TASK DIRECTIONS
These entries must be printed again exactly as they are.
===
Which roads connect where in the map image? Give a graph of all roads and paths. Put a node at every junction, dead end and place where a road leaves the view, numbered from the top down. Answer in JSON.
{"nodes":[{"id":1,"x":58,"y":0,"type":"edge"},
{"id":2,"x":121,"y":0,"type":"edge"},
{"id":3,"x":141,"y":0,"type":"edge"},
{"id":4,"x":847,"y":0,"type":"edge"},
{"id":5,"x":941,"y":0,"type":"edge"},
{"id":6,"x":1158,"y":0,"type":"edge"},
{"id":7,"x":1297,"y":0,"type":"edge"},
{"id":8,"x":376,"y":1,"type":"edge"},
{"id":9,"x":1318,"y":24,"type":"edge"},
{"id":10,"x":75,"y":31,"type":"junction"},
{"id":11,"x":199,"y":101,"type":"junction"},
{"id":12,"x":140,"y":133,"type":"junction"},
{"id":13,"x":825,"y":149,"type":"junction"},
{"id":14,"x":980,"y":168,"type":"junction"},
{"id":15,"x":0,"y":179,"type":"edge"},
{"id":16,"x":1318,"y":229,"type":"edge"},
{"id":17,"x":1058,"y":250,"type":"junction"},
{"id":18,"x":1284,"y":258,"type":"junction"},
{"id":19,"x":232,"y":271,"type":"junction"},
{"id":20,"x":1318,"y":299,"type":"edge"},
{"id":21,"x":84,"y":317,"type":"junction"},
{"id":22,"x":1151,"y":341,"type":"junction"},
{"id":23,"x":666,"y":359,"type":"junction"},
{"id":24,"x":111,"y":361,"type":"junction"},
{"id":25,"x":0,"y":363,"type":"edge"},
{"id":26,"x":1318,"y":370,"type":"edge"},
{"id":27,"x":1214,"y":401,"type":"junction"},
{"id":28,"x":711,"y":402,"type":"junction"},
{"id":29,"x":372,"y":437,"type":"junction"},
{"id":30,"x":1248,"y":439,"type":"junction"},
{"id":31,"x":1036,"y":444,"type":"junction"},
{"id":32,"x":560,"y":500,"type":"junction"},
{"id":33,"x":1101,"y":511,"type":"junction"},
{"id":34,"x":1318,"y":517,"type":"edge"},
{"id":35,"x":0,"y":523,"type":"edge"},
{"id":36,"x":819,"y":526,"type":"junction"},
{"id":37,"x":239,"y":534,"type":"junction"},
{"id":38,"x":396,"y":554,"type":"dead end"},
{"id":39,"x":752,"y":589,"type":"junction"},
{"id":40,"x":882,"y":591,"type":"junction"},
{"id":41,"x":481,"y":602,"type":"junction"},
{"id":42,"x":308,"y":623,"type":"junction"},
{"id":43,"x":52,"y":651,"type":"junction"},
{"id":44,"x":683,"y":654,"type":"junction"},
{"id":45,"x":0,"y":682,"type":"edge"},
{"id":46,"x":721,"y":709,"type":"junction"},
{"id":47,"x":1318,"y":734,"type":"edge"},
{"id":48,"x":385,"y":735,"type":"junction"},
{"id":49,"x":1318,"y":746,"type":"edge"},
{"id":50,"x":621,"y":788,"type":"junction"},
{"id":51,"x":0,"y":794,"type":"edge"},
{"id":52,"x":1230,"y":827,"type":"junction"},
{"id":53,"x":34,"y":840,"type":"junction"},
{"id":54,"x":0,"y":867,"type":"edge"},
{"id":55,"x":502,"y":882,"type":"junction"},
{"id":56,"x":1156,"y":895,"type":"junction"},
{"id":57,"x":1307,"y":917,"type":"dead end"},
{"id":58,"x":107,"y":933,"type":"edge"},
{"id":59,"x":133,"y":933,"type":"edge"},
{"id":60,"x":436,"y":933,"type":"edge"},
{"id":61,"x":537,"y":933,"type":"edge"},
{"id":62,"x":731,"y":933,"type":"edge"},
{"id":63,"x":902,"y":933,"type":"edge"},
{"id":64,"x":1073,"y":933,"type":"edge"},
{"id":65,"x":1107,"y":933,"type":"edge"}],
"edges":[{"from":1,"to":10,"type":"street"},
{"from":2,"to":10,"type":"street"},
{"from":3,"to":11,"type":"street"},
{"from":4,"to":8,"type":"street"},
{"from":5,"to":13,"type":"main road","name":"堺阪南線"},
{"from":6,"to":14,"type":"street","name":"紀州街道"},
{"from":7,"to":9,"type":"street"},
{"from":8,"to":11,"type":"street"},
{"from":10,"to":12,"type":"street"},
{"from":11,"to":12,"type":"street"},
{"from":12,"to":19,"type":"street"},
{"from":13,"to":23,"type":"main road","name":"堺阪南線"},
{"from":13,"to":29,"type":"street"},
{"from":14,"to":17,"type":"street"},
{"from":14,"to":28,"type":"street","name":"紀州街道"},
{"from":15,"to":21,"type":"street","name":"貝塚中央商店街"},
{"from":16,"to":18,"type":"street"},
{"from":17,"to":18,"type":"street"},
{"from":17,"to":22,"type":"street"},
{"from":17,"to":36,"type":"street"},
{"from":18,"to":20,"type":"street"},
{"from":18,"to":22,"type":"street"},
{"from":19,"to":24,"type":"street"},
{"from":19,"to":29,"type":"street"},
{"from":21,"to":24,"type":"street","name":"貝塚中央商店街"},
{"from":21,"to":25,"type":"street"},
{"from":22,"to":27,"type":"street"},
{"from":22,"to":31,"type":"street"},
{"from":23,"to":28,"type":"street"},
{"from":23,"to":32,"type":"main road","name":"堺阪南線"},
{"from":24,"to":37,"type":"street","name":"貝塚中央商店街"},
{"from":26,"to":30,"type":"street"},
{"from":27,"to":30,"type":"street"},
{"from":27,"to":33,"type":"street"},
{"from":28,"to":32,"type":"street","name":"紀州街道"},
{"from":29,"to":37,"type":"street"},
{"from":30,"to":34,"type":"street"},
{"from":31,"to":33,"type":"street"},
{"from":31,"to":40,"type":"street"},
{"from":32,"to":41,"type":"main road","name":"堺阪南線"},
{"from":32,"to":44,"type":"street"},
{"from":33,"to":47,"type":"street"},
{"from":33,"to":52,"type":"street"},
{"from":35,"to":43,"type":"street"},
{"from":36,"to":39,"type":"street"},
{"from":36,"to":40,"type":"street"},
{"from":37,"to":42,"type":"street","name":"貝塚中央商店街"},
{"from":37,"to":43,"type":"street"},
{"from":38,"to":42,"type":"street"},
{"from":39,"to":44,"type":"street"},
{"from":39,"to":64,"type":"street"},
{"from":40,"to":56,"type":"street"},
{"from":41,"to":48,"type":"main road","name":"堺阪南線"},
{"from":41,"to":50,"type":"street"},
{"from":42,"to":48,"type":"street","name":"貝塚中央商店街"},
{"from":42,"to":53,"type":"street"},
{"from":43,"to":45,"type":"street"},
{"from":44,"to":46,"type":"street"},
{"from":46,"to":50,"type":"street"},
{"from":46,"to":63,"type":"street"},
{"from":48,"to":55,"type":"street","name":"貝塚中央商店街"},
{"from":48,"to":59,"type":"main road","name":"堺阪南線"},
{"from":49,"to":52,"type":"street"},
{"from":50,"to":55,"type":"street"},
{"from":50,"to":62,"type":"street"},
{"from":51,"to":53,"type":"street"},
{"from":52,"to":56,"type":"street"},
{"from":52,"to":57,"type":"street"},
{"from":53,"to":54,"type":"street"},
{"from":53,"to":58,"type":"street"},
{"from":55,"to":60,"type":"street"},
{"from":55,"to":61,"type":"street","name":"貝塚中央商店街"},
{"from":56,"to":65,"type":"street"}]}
===
PROBLEM SOLUTION
Which roads connect where in the map image? Give a graph of all roads and paths. Put a node at every junction, dead end and place where a road leaves the view, numbered from the top down. Answer in JSON.
{"nodes":[{"id":1,"x":58,"y":0,"type":"edge"},
{"id":2,"x":121,"y":0,"type":"edge"},
{"id":3,"x":141,"y":0,"type":"edge"},
{"id":4,"x":847,"y":0,"type":"edge"},
{"id":5,"x":941,"y":0,"type":"edge"},
{"id":6,"x":1158,"y":0,"type":"edge"},
{"id":7,"x":1297,"y":0,"type":"edge"},
{"id":8,"x":376,"y":1,"type":"edge"},
{"id":9,"x":1318,"y":24,"type":"edge"},
{"id":10,"x":75,"y":31,"type":"junction"},
{"id":11,"x":199,"y":101,"type":"junction"},
{"id":12,"x":140,"y":133,"type":"junction"},
{"id":13,"x":825,"y":149,"type":"junction"},
{"id":14,"x":980,"y":168,"type":"junction"},
{"id":15,"x":0,"y":179,"type":"edge"},
{"id":16,"x":1318,"y":229,"type":"edge"},
{"id":17,"x":1058,"y":250,"type":"junction"},
{"id":18,"x":1284,"y":258,"type":"junction"},
{"id":19,"x":232,"y":271,"type":"junction"},
{"id":20,"x":1318,"y":299,"type":"edge"},
{"id":21,"x":84,"y":317,"type":"junction"},
{"id":22,"x":1151,"y":341,"type":"junction"},
{"id":23,"x":666,"y":359,"type":"junction"},
{"id":24,"x":111,"y":361,"type":"junction"},
{"id":25,"x":0,"y":363,"type":"edge"},
{"id":26,"x":1318,"y":370,"type":"edge"},
{"id":27,"x":1214,"y":401,"type":"junction"},
{"id":28,"x":711,"y":402,"type":"junction"},
{"id":29,"x":372,"y":437,"type":"junction"},
{"id":30,"x":1248,"y":439,"type":"junction"},
{"id":31,"x":1036,"y":444,"type":"junction"},
{"id":32,"x":560,"y":500,"type":"junction"},
{"id":33,"x":1101,"y":511,"type":"junction"},
{"id":34,"x":1318,"y":517,"type":"edge"},
{"id":35,"x":0,"y":523,"type":"edge"},
{"id":36,"x":819,"y":526,"type":"junction"},
{"id":37,"x":239,"y":534,"type":"junction"},
{"id":38,"x":396,"y":554,"type":"dead end"},
{"id":39,"x":752,"y":589,"type":"junction"},
{"id":40,"x":882,"y":591,"type":"junction"},
{"id":41,"x":481,"y":602,"type":"junction"},
{"id":42,"x":308,"y":623,"type":"junction"},
{"id":43,"x":52,"y":651,"type":"junction"},
{"id":44,"x":683,"y":654,"type":"junction"},
{"id":45,"x":0,"y":682,"type":"edge"},
{"id":46,"x":721,"y":709,"type":"junction"},
{"id":47,"x":1318,"y":734,"type":"edge"},
{"id":48,"x":385,"y":735,"type":"junction"},
{"id":49,"x":1318,"y":746,"type":"edge"},
{"id":50,"x":621,"y":788,"type":"junction"},
{"id":51,"x":0,"y":794,"type":"edge"},
{"id":52,"x":1230,"y":827,"type":"junction"},
{"id":53,"x":34,"y":840,"type":"junction"},
{"id":54,"x":0,"y":867,"type":"edge"},
{"id":55,"x":502,"y":882,"type":"junction"},
{"id":56,"x":1156,"y":895,"type":"junction"},
{"id":57,"x":1307,"y":917,"type":"dead end"},
{"id":58,"x":107,"y":933,"type":"edge"},
{"id":59,"x":133,"y":933,"type":"edge"},
{"id":60,"x":436,"y":933,"type":"edge"},
{"id":61,"x":537,"y":933,"type":"edge"},
{"id":62,"x":731,"y":933,"type":"edge"},
{"id":63,"x":902,"y":933,"type":"edge"},
{"id":64,"x":1073,"y":933,"type":"edge"},
{"id":65,"x":1107,"y":933,"type":"edge"}],
"edges":[{"from":1,"to":10,"type":"street"},
{"from":2,"to":10,"type":"street"},
{"from":3,"to":11,"type":"street"},
{"from":4,"to":8,"type":"street"},
{"from":5,"to":13,"type":"main road","name":"堺阪南線"},
{"from":6,"to":14,"type":"street","name":"紀州街道"},
{"from":7,"to":9,"type":"street"},
{"from":8,"to":11,"type":"street"},
{"from":10,"to":12,"type":"street"},
{"from":11,"to":12,"type":"street"},
{"from":12,"to":19,"type":"street"},
{"from":13,"to":23,"type":"main road","name":"堺阪南線"},
{"from":13,"to":29,"type":"street"},
{"from":14,"to":17,"type":"street"},
{"from":14,"to":28,"type":"street","name":"紀州街道"},
{"from":15,"to":21,"type":"street","name":"貝塚中央商店街"},
{"from":16,"to":18,"type":"street"},
{"from":17,"to":18,"type":"street"},
{"from":17,"to":22,"type":"street"},
{"from":17,"to":36,"type":"street"},
{"from":18,"to":20,"type":"street"},
{"from":18,"to":22,"type":"street"},
{"from":19,"to":24,"type":"street"},
{"from":19,"to":29,"type":"street"},
{"from":21,"to":24,"type":"street","name":"貝塚中央商店街"},
{"from":21,"to":25,"type":"street"},
{"from":22,"to":27,"type":"street"},
{"from":22,"to":31,"type":"street"},
{"from":23,"to":28,"type":"street"},
{"from":23,"to":32,"type":"main road","name":"堺阪南線"},
{"from":24,"to":37,"type":"street","name":"貝塚中央商店街"},
{"from":26,"to":30,"type":"street"},
{"from":27,"to":30,"type":"street"},
{"from":27,"to":33,"type":"street"},
{"from":28,"to":32,"type":"street","name":"紀州街道"},
{"from":29,"to":37,"type":"street"},
{"from":30,"to":34,"type":"street"},
{"from":31,"to":33,"type":"street"},
{"from":31,"to":40,"type":"street"},
{"from":32,"to":41,"type":"main road","name":"堺阪南線"},
{"from":32,"to":44,"type":"street"},
{"from":33,"to":47,"type":"street"},
{"from":33,"to":52,"type":"street"},
{"from":35,"to":43,"type":"street"},
{"from":36,"to":39,"type":"street"},
{"from":36,"to":40,"type":"street"},
{"from":37,"to":42,"type":"street","name":"貝塚中央商店街"},
{"from":37,"to":43,"type":"street"},
{"from":38,"to":42,"type":"street"},
{"from":39,"to":44,"type":"street"},
{"from":39,"to":64,"type":"street"},
{"from":40,"to":56,"type":"street"},
{"from":41,"to":48,"type":"main road","name":"堺阪南線"},
{"from":41,"to":50,"type":"street"},
{"from":42,"to":48,"type":"street","name":"貝塚中央商店街"},
{"from":42,"to":53,"type":"street"},
{"from":43,"to":45,"type":"street"},
{"from":44,"to":46,"type":"street"},
{"from":46,"to":50,"type":"street"},
{"from":46,"to":63,"type":"street"},
{"from":48,"to":55,"type":"street","name":"貝塚中央商店街"},
{"from":48,"to":59,"type":"main road","name":"堺阪南線"},
{"from":49,"to":52,"type":"street"},
{"from":50,"to":55,"type":"street"},
{"from":50,"to":62,"type":"street"},
{"from":51,"to":53,"type":"street"},
{"from":52,"to":56,"type":"street"},
{"from":52,"to":57,"type":"street"},
{"from":53,"to":54,"type":"street"},
{"from":53,"to":58,"type":"street"},
{"from":55,"to":60,"type":"street"},
{"from":55,"to":61,"type":"street","name":"貝塚中央商店街"},
{"from":56,"to":65,"type":"street"}]}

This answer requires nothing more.